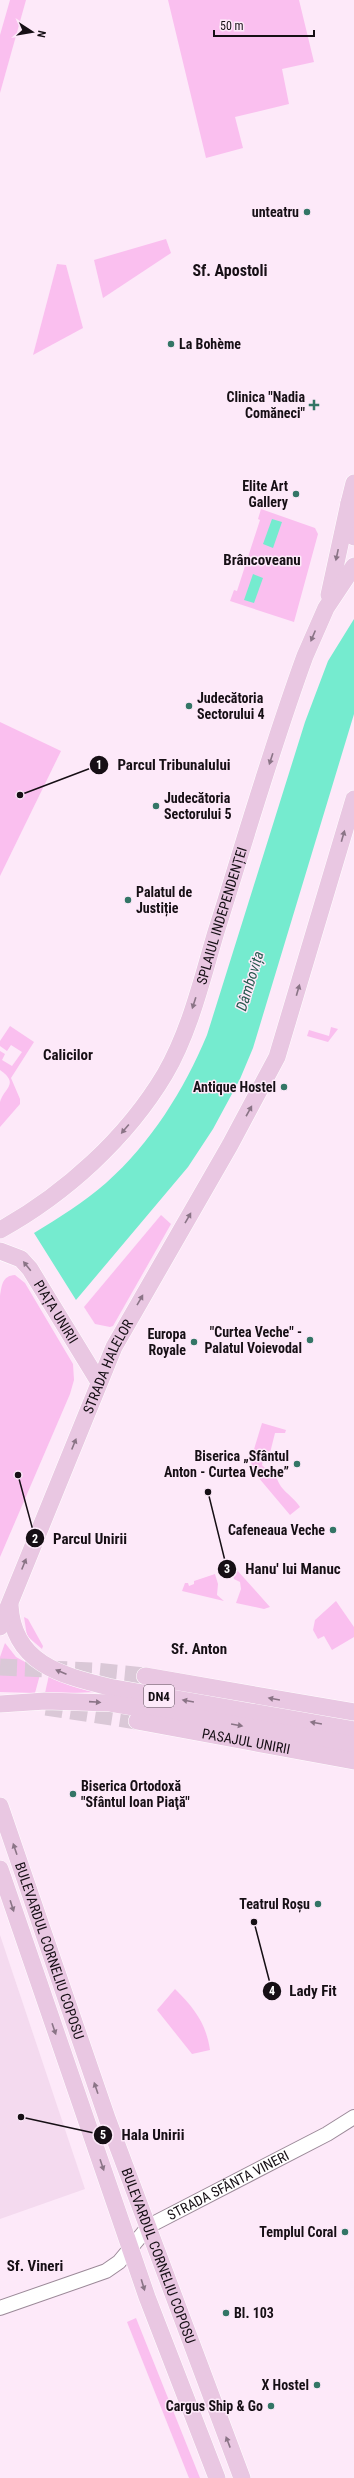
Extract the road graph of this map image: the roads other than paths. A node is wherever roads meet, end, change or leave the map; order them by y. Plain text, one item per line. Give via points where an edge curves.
1 (354, 483) edge
2 (349, 503) junction
3 (354, 537) edge
4 (354, 566) edge
5 (326, 608) junction
6 (354, 799) edge
7 (20, 1218) junction
8 (0, 1230) edge
9 (1, 1255) edge
10 (99, 1382) junction
11 (6, 1607) edge
12 (0, 1628) edge
13 (145, 1676) tunnel mouth
14 (0, 1704) edge
15 (354, 1712) edge
16 (138, 1721) tunnel mouth
17 (354, 1730) edge
18 (354, 1745) edge
19 (354, 1761) edge
20 (0, 1806) edge
21 (0, 1869) edge
22 (354, 2117) edge
23 (149, 2226) junction
24 (131, 2248) junction
25 (0, 2308) edge
26 (217, 2478) edge
27 (242, 2478) edge

1 - 2 main road
2 - 3 main road
2 -> 5 main road
4 - 5 main road, SPLAIUL INDEPENDENȚEI
5 -> 7 main road, SPLAIUL INDEPENDENȚEI via 300,670 192,1008 166,1072 139,1112 108,1146 80,1173
10 -> 6 main road, STRADA HALELOR via 122,1332 269,1074 279,1050
7 - 8 main road, SPLAIUL INDEPENDENȚEI
7 - 9 main road, SPLAIUL INDEPENDENȚEI
10 -> 9 main road, PIAȚA UNIRII via 30,1269 21,1259
11 -> 10 main road, STRADA HALELOR
11 - 12 main road
17 -> 11 main road, DN4 via 109,1687 66,1674 35,1658 20,1645
15 -> 13 main road, DN4
14 -> 18 main road, DN4 via 45,1701 110,1704
16 - 19 main road, PASAJUL UNIRII / DN4
23 -> 20 main road, BULEVARDUL CORNELIU COPOSU via 107,2118
21 -> 24 main road, BULEVARDUL CORNELIU COPOSU
22 - 23 street, STRADA SFÂNTA VINERI via 327,2134
23 - 24 street, STRADA SFÂNTA VINERI
27 -> 23 main road, BULEVARDUL CORNELIU COPOSU
24 - 25 street, STRADA SFÂNTA VINERI via 119,2262 106,2271
24 -> 26 main road, BULEVARDUL CORNELIU COPOSU via 146,2297

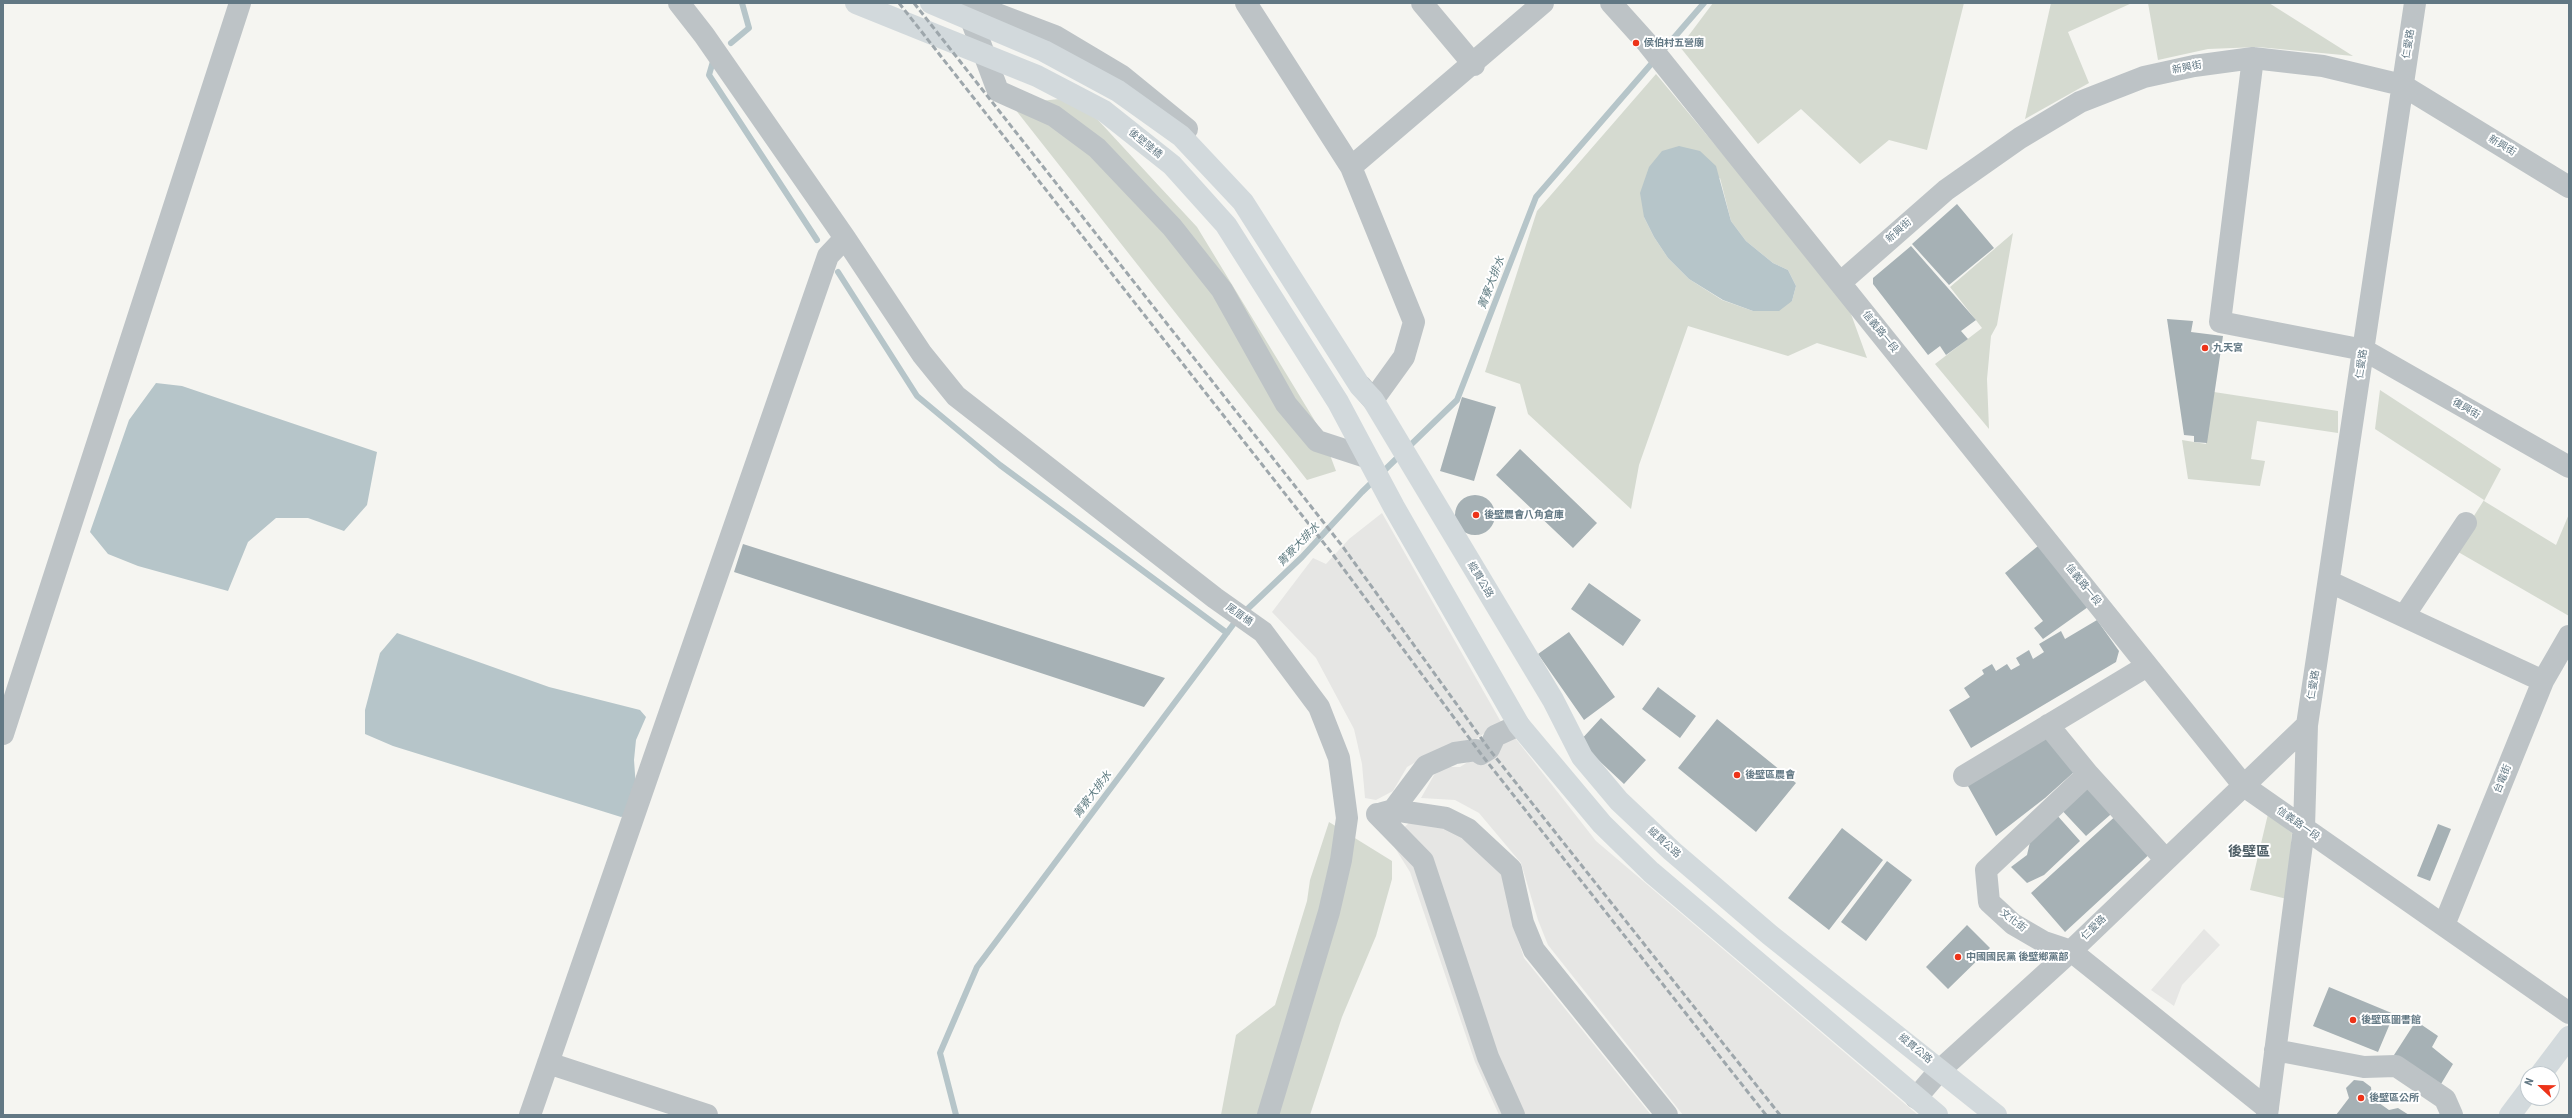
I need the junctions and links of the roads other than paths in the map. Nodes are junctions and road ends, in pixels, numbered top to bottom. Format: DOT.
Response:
graph roads {
  1 [pos="240,3"];
  2 [pos="678,3"];
  3 [pos="856,3"];
  4 [pos="931,3"];
  5 [pos="965,3"];
  6 [pos="968,3"];
  7 [pos="1246,3"];
  8 [pos="1422,3"];
  9 [pos="1543,3"];
  10 [pos="1611,3"];
  11 [pos="2415,3"];
  12 [pos="2253,58"];
  13 [pos="1474,65"];
  14 [pos="2402,85"];
  15 [pos="1351,167"];
  16 [pos="2569,187"];
  17 [pos="845,238"];
  18 [pos="1840,283"];
  19 [pos="2364,350"];
  20 [pos="1367,393"];
  21 [pos="1366,457"];
  22 [pos="2569,468"];
  23 [pos="2466,523"];
  24 [pos="2330,582"];
  25 [pos="2404,616"];
  26 [pos="2569,636"];
  27 [pos="2147,666"];
  28 [pos="2543,681"];
  29 [pos="1519,725"];
  30 [pos="2048,725"];
  31 [pos="2307,725"];
  32 [pos="3,734"];
  33 [pos="2088,774"];
  34 [pos="1964,776"];
  35 [pos="2244,786"];
  36 [pos="1385,812"];
  37 [pos="1347,818"];
  38 [pos="2304,828"];
  39 [pos="2166,860"];
  40 [pos="2444,925"];
  41 [pos="1770,935"];
  42 [pos="2071,951"];
  43 [pos="1754,959"];
  44 [pos="2569,1013"];
  45 [pos="2569,1037"];
  46 [pos="2275,1050"];
  47 [pos="548,1062"];
  48 [pos="2547,1066"];
  49 [pos="1940,1070"];
  50 [pos="1916,1098"];
  51 [pos="2520,1102"];
  52 [pos="2267,1112"];
  53 [pos="530,1115"];
  54 [pos="707,1115"];
  55 [pos="1268,1115"];
  56 [pos="1514,1115"];
  57 [pos="1667,1115"];
  58 [pos="1937,1115"];
  59 [pos="1996,1115"];
  60 [pos="2452,1115"];
  61 [pos="2510,1115"];
  1 -- 32 [label="street"];
  2 -- 17 [label="street, 尾厝橋"];
  3 -- 21 [label="main road, 後壁陸橋"];
  4 -- 20 [label="main road"];
  5 -- 21 [label="street"];
  6 -- 20 [label="street"];
  7 -- 15 [label="street"];
  8 -- 13 [label="street"];
  9 -- 13 [label="street"];
  10 -- 18 [label="street, 信義路一段"];
  11 -- 14 [label="street, 仁愛路"];
  12 -- 14 [label="street, 新興街"];
  12 -- 18 [label="street, 新興街"];
  12 -- 19 [label="street, 復興街"];
  13 -- 15 [label="street"];
  14 -- 16 [label="street, 新興街"];
  14 -- 19 [label="street, 仁愛路"];
  15 -- 20 [label="street"];
  17 -- 37 [label="street, 尾厝橋"];
  17 -- 47 [label="street"];
  18 -- 27 [label="street, 信義路一段"];
  19 -- 22 [label="street, 復興街"];
  19 -- 24 [label="street, 仁愛路"];
  20 -- 41 [label="main road, 縱貫公路"];
  21 -- 29 [label="main road"];
  23 -- 25 [label="street"];
  24 -- 25 [label="street"];
  24 -- 31 [label="street, 仁愛路"];
  25 -- 28 [label="street"];
  26 -- 28 [label="street, 台電街"];
  27 -- 30 [label="street"];
  27 -- 35 [label="street, 信義路一段"];
  28 -- 40 [label="street, 台電街"];
  29 -- 36 [label="street"];
  29 -- 43 [label="main road"];
  30 -- 33 [label="street"];
  30 -- 34 [label="street"];
  31 -- 35 [label="street, 仁愛路"];
  31 -- 38 [label="street, 仁愛路"];
  33 -- 39 [label="street"];
  33 -- 42 [label="street, 文化街"];
  35 -- 38 [label="street, 信義路一段"];
  35 -- 39 [label="street, 仁愛路"];
  36 -- 37 [label="street"];
  36 -- 56 [label="street"];
  36 -- 57 [label="street"];
  37 -- 55 [label="street, 尾厝橋"];
  38 -- 40 [label="street, 信義路一段"];
  38 -- 46 [label="street, 仁愛路"];
  39 -- 42 [label="street, 仁愛路"];
  40 -- 44 [label="street, 信義路一段"];
  41 -- 43 [label="main road"];
  41 -- 49 [label="main road, 縱貫公路"];
  42 -- 49 [label="street, 仁愛路"];
  42 -- 52 [label="street, 文化街"];
  43 -- 50 [label="main road"];
  45 -- 48 [label="main road"];
  46 -- 52 [label="street, 仁愛路"];
  46 -- 60 [label="street"];
  47 -- 53 [label="street"];
  47 -- 54 [label="street"];
  49 -- 50 [label="street, 仁愛路"];
  49 -- 59 [label="main road, 縱貫公路"];
  50 -- 58 [label="main road"];
  51 -- 61 [label="main road"];
}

#### [TASK STATEMENT]
Restate the data above verbatim, skipping every image.

#### [REPLY]
Extract the road graph of this map image: the roads other than paths. A node is wherever roads meet, end, change or leave the map; order them by y. Plain text, one item per line. Give via points where an edge curves.
1 (354, 483) edge
2 (349, 503) junction
3 (354, 537) edge
4 (354, 566) edge
5 (326, 608) junction
6 (354, 799) edge
7 (20, 1218) junction
8 (0, 1230) edge
9 (1, 1255) edge
10 (99, 1382) junction
11 (6, 1607) edge
12 (0, 1628) edge
13 (145, 1676) tunnel mouth
14 (0, 1704) edge
15 (354, 1712) edge
16 (138, 1721) tunnel mouth
17 (354, 1730) edge
18 (354, 1745) edge
19 (354, 1761) edge
20 (0, 1806) edge
21 (0, 1869) edge
22 (354, 2117) edge
23 (149, 2226) junction
24 (131, 2248) junction
25 (0, 2308) edge
26 (217, 2478) edge
27 (242, 2478) edge

1 - 2 main road
2 - 3 main road
2 -> 5 main road
4 - 5 main road, SPLAIUL INDEPENDENȚEI
5 -> 7 main road, SPLAIUL INDEPENDENȚEI via 300,670 192,1008 166,1072 139,1112 108,1146 80,1173
10 -> 6 main road, STRADA HALELOR via 122,1332 269,1074 279,1050
7 - 8 main road, SPLAIUL INDEPENDENȚEI
7 - 9 main road, SPLAIUL INDEPENDENȚEI
10 -> 9 main road, PIAȚA UNIRII via 30,1269 21,1259
11 -> 10 main road, STRADA HALELOR
11 - 12 main road
17 -> 11 main road, DN4 via 109,1687 66,1674 35,1658 20,1645
15 -> 13 main road, DN4
14 -> 18 main road, DN4 via 45,1701 110,1704
16 - 19 main road, PASAJUL UNIRII / DN4
23 -> 20 main road, BULEVARDUL CORNELIU COPOSU via 107,2118
21 -> 24 main road, BULEVARDUL CORNELIU COPOSU
22 - 23 street, STRADA SFÂNTA VINERI via 327,2134
23 - 24 street, STRADA SFÂNTA VINERI
27 -> 23 main road, BULEVARDUL CORNELIU COPOSU
24 - 25 street, STRADA SFÂNTA VINERI via 119,2262 106,2271
24 -> 26 main road, BULEVARDUL CORNELIU COPOSU via 146,2297

I need the junctions and links of the roads other than paths in the map. Nodes are junctions and road ends, in pixels, numbered top to bottom. Format: DOT.
Response:
graph roads {
  1 [pos="240,3"];
  2 [pos="678,3"];
  3 [pos="856,3"];
  4 [pos="931,3"];
  5 [pos="965,3"];
  6 [pos="968,3"];
  7 [pos="1246,3"];
  8 [pos="1422,3"];
  9 [pos="1543,3"];
  10 [pos="1611,3"];
  11 [pos="2415,3"];
  12 [pos="2253,58"];
  13 [pos="1474,65"];
  14 [pos="2402,85"];
  15 [pos="1351,167"];
  16 [pos="2569,187"];
  17 [pos="845,238"];
  18 [pos="1840,283"];
  19 [pos="2364,350"];
  20 [pos="1367,393"];
  21 [pos="1366,457"];
  22 [pos="2569,468"];
  23 [pos="2466,523"];
  24 [pos="2330,582"];
  25 [pos="2404,616"];
  26 [pos="2569,636"];
  27 [pos="2147,666"];
  28 [pos="2543,681"];
  29 [pos="1519,725"];
  30 [pos="2048,725"];
  31 [pos="2307,725"];
  32 [pos="3,734"];
  33 [pos="2088,774"];
  34 [pos="1964,776"];
  35 [pos="2244,786"];
  36 [pos="1385,812"];
  37 [pos="1347,818"];
  38 [pos="2304,828"];
  39 [pos="2166,860"];
  40 [pos="2444,925"];
  41 [pos="1770,935"];
  42 [pos="2071,951"];
  43 [pos="1754,959"];
  44 [pos="2569,1013"];
  45 [pos="2569,1037"];
  46 [pos="2275,1050"];
  47 [pos="548,1062"];
  48 [pos="2547,1066"];
  49 [pos="1940,1070"];
  50 [pos="1916,1098"];
  51 [pos="2520,1102"];
  52 [pos="2267,1112"];
  53 [pos="530,1115"];
  54 [pos="707,1115"];
  55 [pos="1268,1115"];
  56 [pos="1514,1115"];
  57 [pos="1667,1115"];
  58 [pos="1937,1115"];
  59 [pos="1996,1115"];
  60 [pos="2452,1115"];
  61 [pos="2510,1115"];
  1 -- 32 [label="street"];
  2 -- 17 [label="street, 尾厝橋"];
  3 -- 21 [label="main road, 後壁陸橋"];
  4 -- 20 [label="main road"];
  5 -- 21 [label="street"];
  6 -- 20 [label="street"];
  7 -- 15 [label="street"];
  8 -- 13 [label="street"];
  9 -- 13 [label="street"];
  10 -- 18 [label="street, 信義路一段"];
  11 -- 14 [label="street, 仁愛路"];
  12 -- 14 [label="street, 新興街"];
  12 -- 18 [label="street, 新興街"];
  12 -- 19 [label="street, 復興街"];
  13 -- 15 [label="street"];
  14 -- 16 [label="street, 新興街"];
  14 -- 19 [label="street, 仁愛路"];
  15 -- 20 [label="street"];
  17 -- 37 [label="street, 尾厝橋"];
  17 -- 47 [label="street"];
  18 -- 27 [label="street, 信義路一段"];
  19 -- 22 [label="street, 復興街"];
  19 -- 24 [label="street, 仁愛路"];
  20 -- 41 [label="main road, 縱貫公路"];
  21 -- 29 [label="main road"];
  23 -- 25 [label="street"];
  24 -- 25 [label="street"];
  24 -- 31 [label="street, 仁愛路"];
  25 -- 28 [label="street"];
  26 -- 28 [label="street, 台電街"];
  27 -- 30 [label="street"];
  27 -- 35 [label="street, 信義路一段"];
  28 -- 40 [label="street, 台電街"];
  29 -- 36 [label="street"];
  29 -- 43 [label="main road"];
  30 -- 33 [label="street"];
  30 -- 34 [label="street"];
  31 -- 35 [label="street, 仁愛路"];
  31 -- 38 [label="street, 仁愛路"];
  33 -- 39 [label="street"];
  33 -- 42 [label="street, 文化街"];
  35 -- 38 [label="street, 信義路一段"];
  35 -- 39 [label="street, 仁愛路"];
  36 -- 37 [label="street"];
  36 -- 56 [label="street"];
  36 -- 57 [label="street"];
  37 -- 55 [label="street, 尾厝橋"];
  38 -- 40 [label="street, 信義路一段"];
  38 -- 46 [label="street, 仁愛路"];
  39 -- 42 [label="street, 仁愛路"];
  40 -- 44 [label="street, 信義路一段"];
  41 -- 43 [label="main road"];
  41 -- 49 [label="main road, 縱貫公路"];
  42 -- 49 [label="street, 仁愛路"];
  42 -- 52 [label="street, 文化街"];
  43 -- 50 [label="main road"];
  45 -- 48 [label="main road"];
  46 -- 52 [label="street, 仁愛路"];
  46 -- 60 [label="street"];
  47 -- 53 [label="street"];
  47 -- 54 [label="street"];
  49 -- 50 [label="street, 仁愛路"];
  49 -- 59 [label="main road, 縱貫公路"];
  50 -- 58 [label="main road"];
  51 -- 61 [label="main road"];
}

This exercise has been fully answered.